> _Assignment_:
Check every line of the material below for "junction". Give the number of lines that have it, and only that.

> _Data_:

##############################

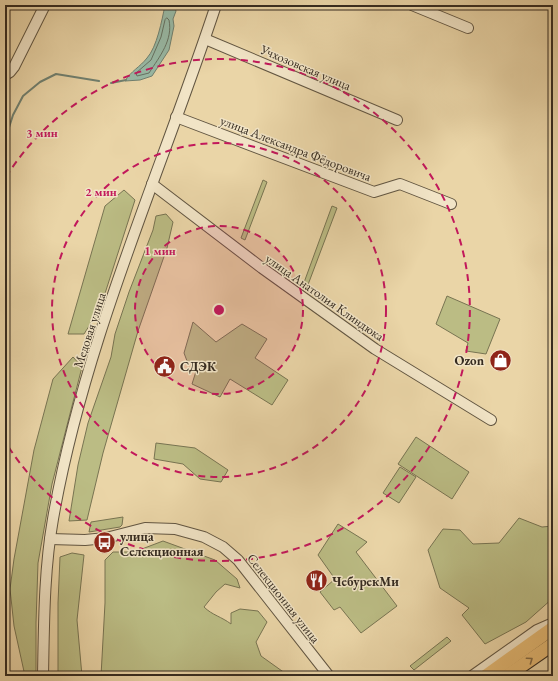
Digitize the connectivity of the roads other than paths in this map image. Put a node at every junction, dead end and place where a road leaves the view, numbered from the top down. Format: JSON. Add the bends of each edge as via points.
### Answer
{"nodes":[{"id":1,"x":45,"y":5,"type":"edge"},
{"id":2,"x":216,"y":5,"type":"edge"},
{"id":3,"x":412,"y":5,"type":"edge"},
{"id":4,"x":468,"y":28,"type":"dead end"},
{"id":5,"x":205,"y":39,"type":"junction"},
{"id":6,"x":5,"y":75,"type":"edge"},
{"id":7,"x":176,"y":117,"type":"junction"},
{"id":8,"x":397,"y":120,"type":"dead end"},
{"id":9,"x":152,"y":184,"type":"junction"},
{"id":10,"x":451,"y":204,"type":"dead end"},
{"id":11,"x":491,"y":420,"type":"dead end"},
{"id":12,"x":50,"y":539,"type":"junction"},
{"id":13,"x":553,"y":623,"type":"edge"},
{"id":14,"x":553,"y":628,"type":"edge"},
{"id":15,"x":553,"y":644,"type":"edge"},
{"id":16,"x":43,"y":676,"type":"edge"},
{"id":17,"x":329,"y":676,"type":"edge"},
{"id":18,"x":472,"y":676,"type":"edge"},
{"id":19,"x":486,"y":676,"type":"edge"},
{"id":20,"x":507,"y":676,"type":"edge"}],
"edges":[{"from":1,"to":6,"type":"street","via":[[14,67]]},
{"from":2,"to":5,"type":"street","name":"Медовая улица"},
{"from":3,"to":4,"type":"street"},
{"from":5,"to":7,"type":"street","name":"Медовая улица"},
{"from":5,"to":8,"type":"street","name":"Учхозовская улица"},
{"from":7,"to":9,"type":"street","name":"Медовая улица"},
{"from":7,"to":10,"type":"street","name":"улица Александра Фёдоровича","via":[[374,192],[400,184]]},
{"from":9,"to":11,"type":"street","name":"улица Анатолия Клиндюка","via":[[262,268],[375,349]]},
{"from":9,"to":12,"type":"street","name":"Медовая улица","via":[[93,354],[72,432]]},
{"from":12,"to":16,"type":"street","name":"Медовая улица"},
{"from":12,"to":17,"type":"street","name":"Селекционная улица","via":[[106,538],[145,528],[175,528],[204,537],[223,547],[238,560]]},
{"from":13,"to":18,"type":"street","via":[[537,630]]},
{"from":14,"to":19,"type":"main road"},
{"from":20,"to":15,"type":"main road","one_way":true}]}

##############################

> _Expected answer_:
5